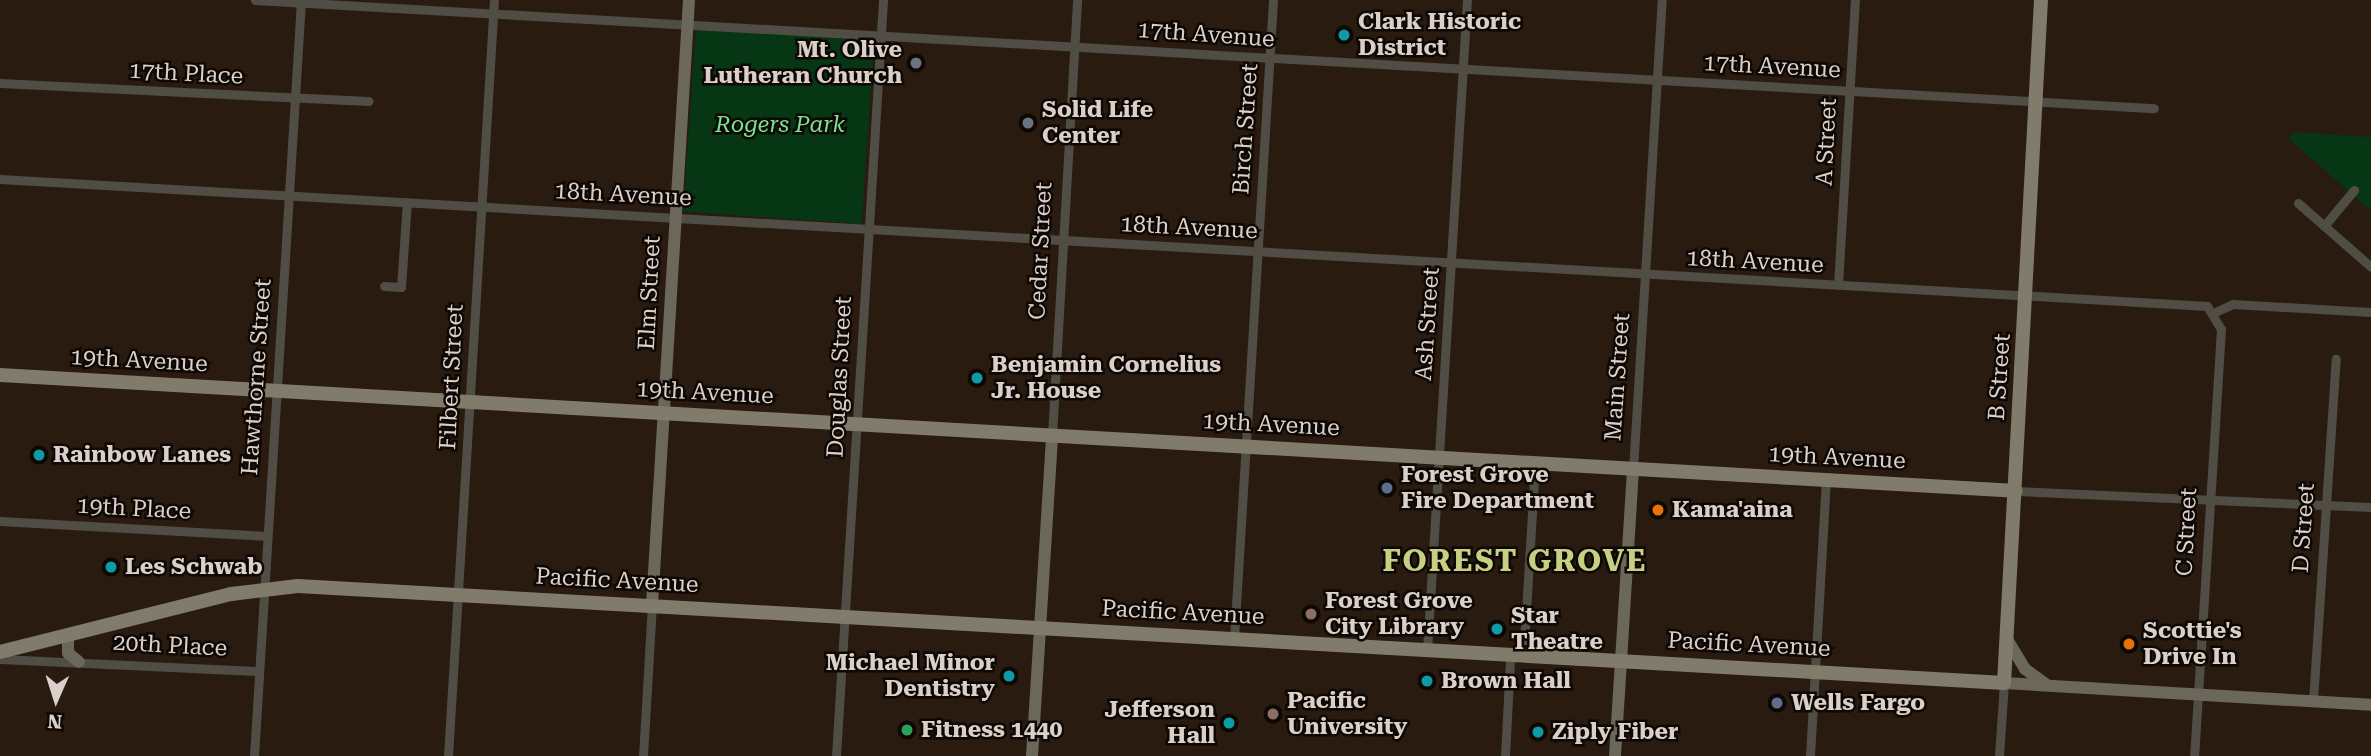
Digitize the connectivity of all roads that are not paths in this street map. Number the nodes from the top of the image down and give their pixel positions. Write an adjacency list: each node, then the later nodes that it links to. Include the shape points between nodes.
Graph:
1 (255, 0): 11 (street, 17th Avenue)
2 (494, 0): 12 (street, Filbert Street)
3 (689, 0): 13 (street, Elm Street)
4 (883, 0): 14 (street, Douglas Street)
5 (1077, 0): 15 (street, Cedar Street)
6 (1273, 0): 16 (street, Birch Street)
7 (1467, 0): 17 (street, Ash Street)
8 (1662, 0): 18 (street, Main Street)
9 (1855, 0): 20 (street, A Street)
10 (2040, 0): 23 (main road, B Street)
11 (300, 1): 12 (street, 17th Avenue); 21 (street, Hawthorne Street)
12 (493, 12): 13 (street, 17th Avenue); 30 (street, Filbert Street)
13 (688, 24): 14 (street, 17th Avenue); 31 (street, Elm Street)
14 (880, 35): 15 (street, 17th Avenue); 33 (street, Douglas Street)
15 (1074, 46): 16 (street, 17th Avenue); 34 (street, Cedar Street)
16 (1269, 58): 17 (street, 17th Avenue); 35 (street, Birch Street)
17 (1463, 69): 18 (street, 17th Avenue); 36 (street, Ash Street)
18 (1657, 80): 20 (street, 17th Avenue); 38 (street, Main Street)
19 (0, 83): 21 (street, 17th Place)
20 (1850, 91): 23 (street, 17th Avenue); 39 (street, A Street)
21 (295, 100): 22 (street, 17th Place); 27 (street, Hawthorne Street)
22 (369, 102)
23 (2039, 102): 24 (street, 17th Avenue); 41 (main road, B Street)
24 (2154, 108)
25 (0, 179): 27 (street, 18th Avenue)
26 (2354, 190): 32 (street)
27 (289, 195): 28 (street, 18th Avenue); 46 (street, Hawthorne Street)
28 (407, 202): 30 (street, 18th Avenue); 40 (street, via 401,287)
29 (2298, 203): 32 (street)
30 (480, 207): 31 (street, 18th Avenue); 47 (street, Filbert Street)
31 (675, 218): 33 (street, 18th Avenue); 48 (street, Elm Street)
32 (2324, 226): 37 (street)
33 (868, 229): 34 (street, 18th Avenue); 49 (street, Douglas Street)
34 (1062, 240): 35 (street, 18th Avenue); 50 (street, Cedar Street)
35 (1257, 252): 36 (street, 18th Avenue); 51 (street, Birch Street)
36 (1451, 263): 38 (street, 18th Avenue); 52 (street, Ash Street)
37 (2371, 267)
38 (1646, 275): 39 (street, 18th Avenue); 54 (street, Main Street)
39 (1838, 285): 41 (street, 18th Avenue)
40 (384, 286)
41 (2028, 296): 42 (street, 18th Avenue, via 2207,306); 56 (main road, B Street)
42 (2215, 312): 43 (street, 18th Avenue, via 2233,304); 57 (street, C Street, via 2221,329)
43 (2371, 312)
44 (2336, 359): 59 (street, D Street)
45 (0, 375): 46 (main road, 19th Avenue)
46 (275, 391): 47 (main road, 19th Avenue); 61 (street, Hawthorne Street)
47 (471, 402): 48 (main road, 19th Avenue); 63 (street, Filbert Street)
48 (665, 414): 49 (main road, 19th Avenue); 64 (street, Elm Street)
49 (857, 425): 50 (main road, 19th Avenue); 65 (street, Douglas Street)
50 (1052, 435): 51 (main road, 19th Avenue); 66 (street, Cedar Street)
51 (1245, 447): 52 (main road, 19th Avenue); 67 (street, Birch Street)
52 (1439, 458): 53 (main road, 19th Avenue); 70 (street, Ash Street)
53 (1535, 464): 54 (main road, 19th Avenue); 72 (street, via 1524,644)
54 (1633, 470): 55 (main road, 19th Avenue); 74 (street, Main Street)
55 (1826, 480): 56 (main road, 19th Avenue); 77 (street)
56 (2016, 491): 57 (street, 19th Avenue); 69 (main road, B Street)
57 (2209, 501): 59 (street, 19th Avenue); 80 (street, C Street)
58 (2371, 507): 59 (street, 19th Avenue)
59 (2325, 508): 81 (street, D Street)
60 (0, 521): 61 (street, 19th Place)
61 (267, 536): 62 (street, Hawthorne Street)
62 (264, 587): 63 (main road, Pacific Avenue); 68 (main road, Pacific Avenue); 76 (street, Hawthorne Street)
63 (458, 594): 64 (main road, Pacific Avenue); 84 (street, Filbert Street)
64 (652, 605): 65 (main road, Pacific Avenue); 85 (street, Elm Street)
65 (845, 616): 66 (main road, Pacific Avenue); 86 (street, Douglas Street)
66 (1040, 628): 67 (main road, Pacific Avenue); 87 (street, Cedar Street)
67 (1234, 638): 70 (main road, Pacific Avenue)
68 (68, 639): 71 (main road, Pacific Avenue); 75 (street, 20th Place, via 68,653)
69 (2007, 639): 78 (main road, B Street); 79 (street, via 2025,669)
70 (1427, 650): 72 (main road, Pacific Avenue)
71 (0, 652)
72 (1515, 654): 74 (main road, Pacific Avenue); 88 (street)
73 (0, 659): 75 (street, 20th Place)
74 (1621, 660): 77 (main road, Pacific Avenue); 89 (street, Main Street)
75 (79, 662): 76 (street, 20th Place)
76 (259, 671): 83 (street, Hawthorne Street)
77 (1815, 672): 78 (main road, Pacific Avenue); 90 (street)
78 (2004, 683): 79 (street, Pacific Avenue); 91 (street, B Street)
79 (2049, 685): 80 (street, Pacific Avenue)
80 (2198, 695): 81 (street, Pacific Avenue); 92 (street, C Street)
81 (2313, 701): 82 (street, Pacific Avenue)
82 (2371, 705)
83 (254, 756)
84 (449, 756)
85 (643, 756)
86 (836, 756)
87 (1032, 756)
88 (1505, 756)
89 (1615, 756)
90 (1810, 756)
91 (1999, 756)
92 (2194, 756)

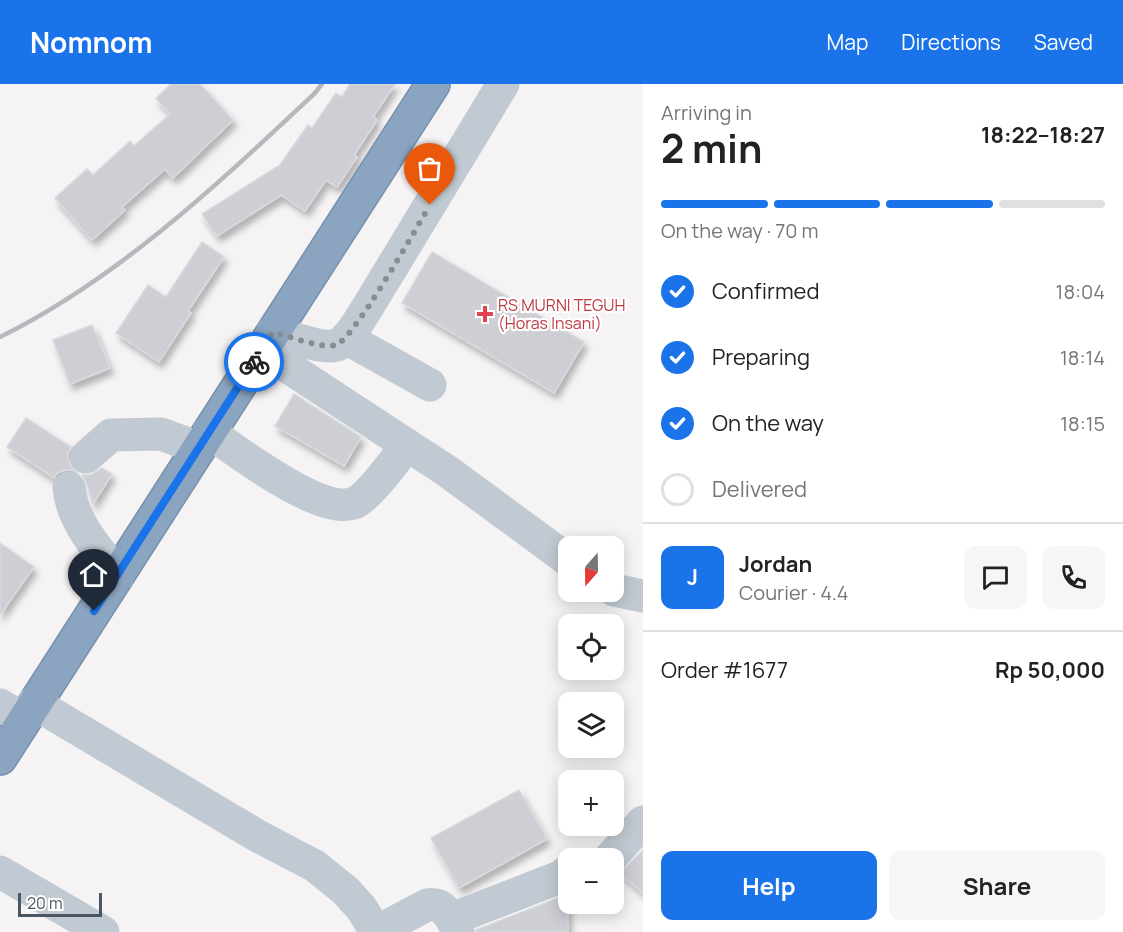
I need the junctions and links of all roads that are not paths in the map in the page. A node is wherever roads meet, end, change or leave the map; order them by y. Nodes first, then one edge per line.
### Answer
1 (433, 84) edge
2 (503, 84) edge
3 (346, 338) junction
4 (267, 341) junction
5 (429, 385) dead end
6 (204, 440) junction
7 (406, 445) junction
8 (86, 457) dead end
9 (69, 488) dead end
10 (558, 553) edge
11 (118, 575) junction
12 (624, 592) edge
13 (643, 596) edge
14 (19, 709) edge
15 (0, 758) edge
16 (643, 822) edge
17 (619, 848) edge
18 (0, 872) edge
19 (558, 878) edge
20 (455, 926) edge
21 (103, 932) edge
22 (376, 932) edge

1 - 4 highway
2 - 3 street
3 - 4 street
3 - 5 street
4 - 6 highway
4 - 7 street
6 - 7 street
6 - 8 street
6 - 11 highway
7 - 10 street
9 - 11 street
11 - 14 highway
12 - 13 street
14 - 15 highway
14 - 22 street
16 - 17 street
18 - 21 street
19 - 20 street
20 - 22 street

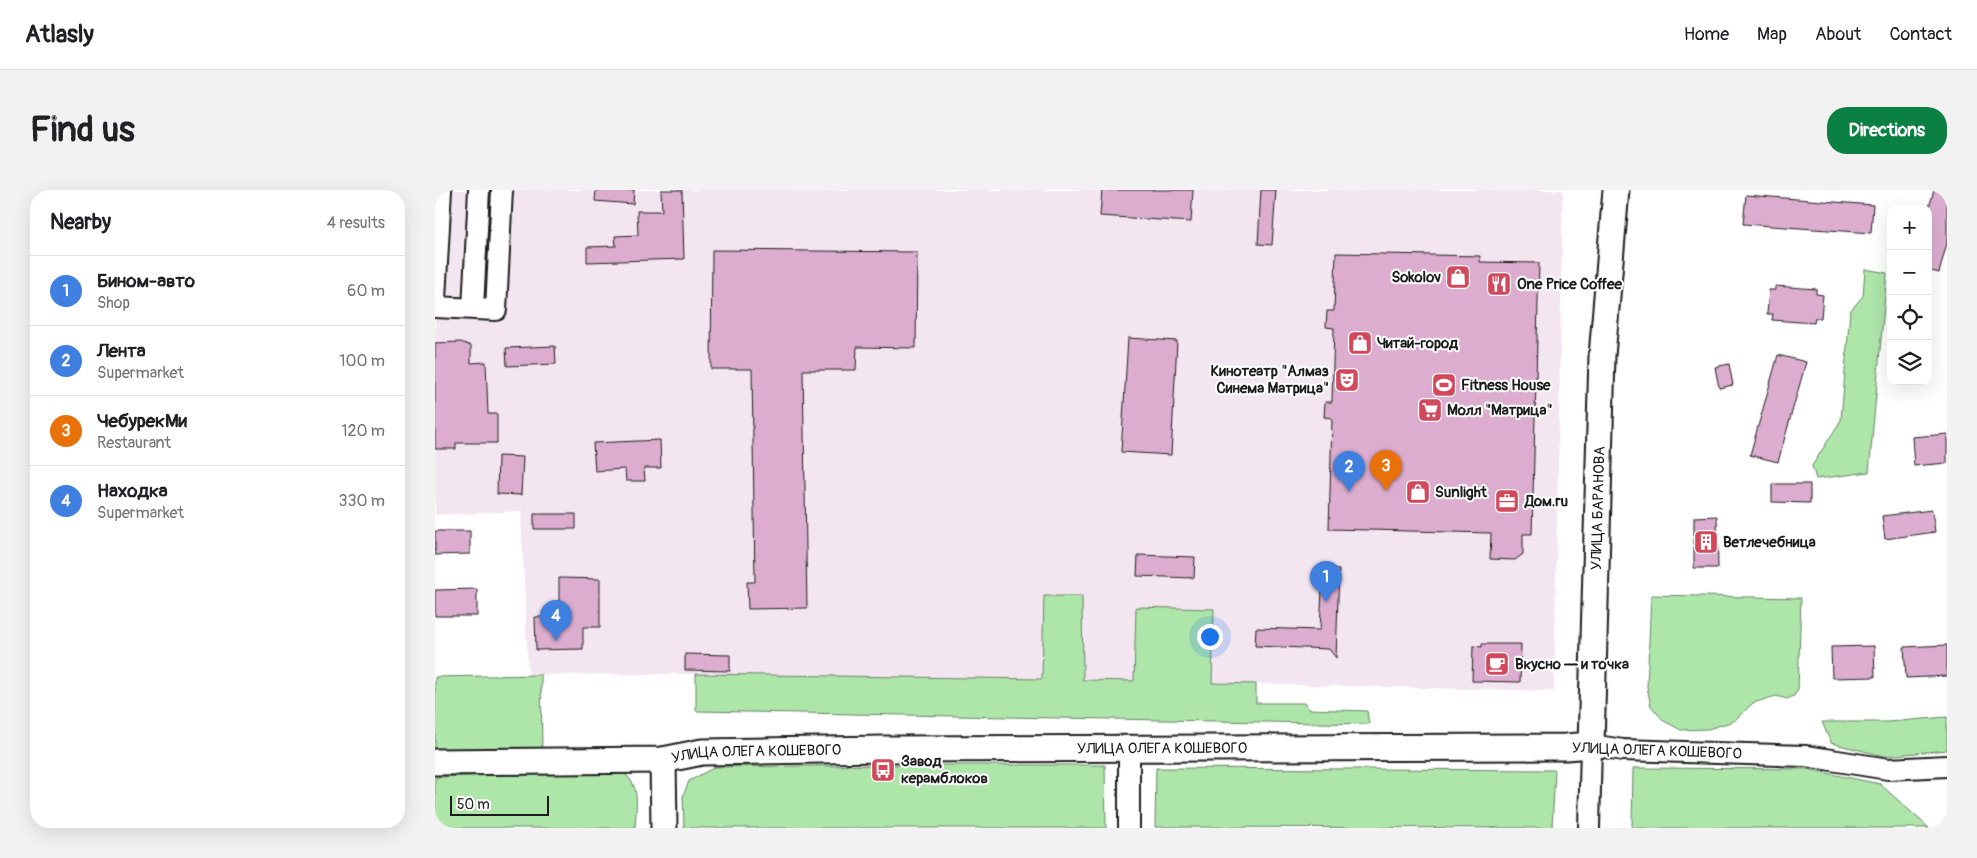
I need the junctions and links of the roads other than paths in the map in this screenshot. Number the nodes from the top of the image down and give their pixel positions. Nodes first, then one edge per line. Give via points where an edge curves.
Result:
1 (441, 190) edge
2 (479, 190) edge
3 (502, 190) edge
4 (1617, 190) edge
5 (435, 299) edge
6 (435, 307) edge
7 (473, 309) junction
8 (1591, 745) junction
9 (1129, 749) junction
10 (663, 760) junction
11 (435, 762) edge
12 (1947, 766) edge
13 (664, 828) edge
14 (1129, 828) edge
15 (1589, 828) edge

1 - 5 street
2 - 7 street
3 - 7 street via 496,310
4 - 8 main road, УЛИЦА БАРАНОВА via 1602,356
6 - 7 street
8 - 9 main road, УЛИЦА ОЛЕГА КОШЕВОГО via 1423,749
8 - 12 street, УЛИЦА ОЛЕГА КОШЕВОГО via 1623,750 1806,756 1888,770
8 - 15 street, УЛИЦА БАРАНОВА
9 - 10 main road, УЛИЦА ОЛЕГА КОШЕВОГО via 705,752
9 - 14 street
10 - 11 main road, УЛИЦА ОЛЕГА КОШЕВОГО
10 - 13 main road

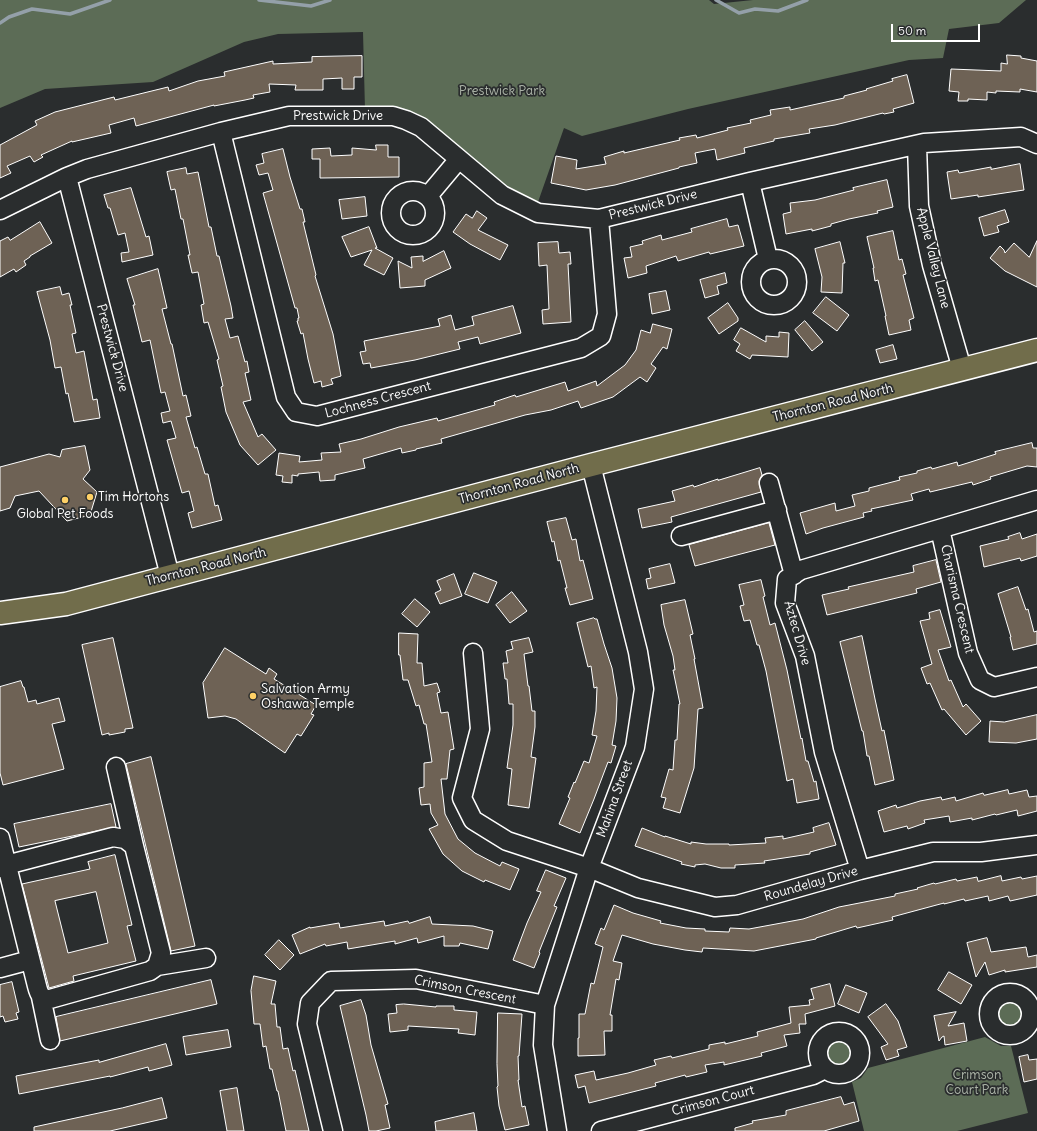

══════════

ACTION ITEM: Find and copy each line in the material above where the string "from" occurs.

ANSWER BELOW:
Digitize the connectivity of all roads that are not paths in this street map. Number the nodes from the top of the image down and give their pixel positions. Write an adjacency list: each node, then the later nodes that it links to. Include the shape points between nodes.
I need the junctions and links of the roads other than paths in the map in this screenshot. Number the nodes from the top of the image down and give their pixel positions. Nodes first, then one edge per line. Give via points where an edge curves.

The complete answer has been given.